[Start of section]

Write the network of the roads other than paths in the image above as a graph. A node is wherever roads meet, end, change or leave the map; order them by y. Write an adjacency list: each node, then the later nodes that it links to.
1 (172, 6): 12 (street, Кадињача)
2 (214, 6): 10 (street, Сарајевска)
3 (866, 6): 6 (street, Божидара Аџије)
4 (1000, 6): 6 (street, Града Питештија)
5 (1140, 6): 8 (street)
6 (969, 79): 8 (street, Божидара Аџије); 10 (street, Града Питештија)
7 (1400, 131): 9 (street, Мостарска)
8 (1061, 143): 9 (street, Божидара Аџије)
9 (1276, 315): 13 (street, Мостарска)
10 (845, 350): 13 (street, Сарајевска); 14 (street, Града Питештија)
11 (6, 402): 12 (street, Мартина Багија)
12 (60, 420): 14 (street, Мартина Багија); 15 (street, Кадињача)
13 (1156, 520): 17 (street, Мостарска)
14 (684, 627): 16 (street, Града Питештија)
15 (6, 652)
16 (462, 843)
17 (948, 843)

[End of section]

» **EXERCISE REQUIREMENTS**: The records above need to be retyped in full, exactly as they stand.

» **TASK SOLUTION**:
Write the network of the roads other than paths in the image above as a graph. A node is wherever roads meet, end, change or leave the map; order them by y. Write an adjacency list: each node, then the later nodes that it links to.
1 (172, 6): 12 (street, Кадињача)
2 (214, 6): 10 (street, Сарајевска)
3 (866, 6): 6 (street, Божидара Аџије)
4 (1000, 6): 6 (street, Града Питештија)
5 (1140, 6): 8 (street)
6 (969, 79): 8 (street, Божидара Аџије); 10 (street, Града Питештија)
7 (1400, 131): 9 (street, Мостарска)
8 (1061, 143): 9 (street, Божидара Аџије)
9 (1276, 315): 13 (street, Мостарска)
10 (845, 350): 13 (street, Сарајевска); 14 (street, Града Питештија)
11 (6, 402): 12 (street, Мартина Багија)
12 (60, 420): 14 (street, Мартина Багија); 15 (street, Кадињача)
13 (1156, 520): 17 (street, Мостарска)
14 (684, 627): 16 (street, Града Питештија)
15 (6, 652)
16 (462, 843)
17 (948, 843)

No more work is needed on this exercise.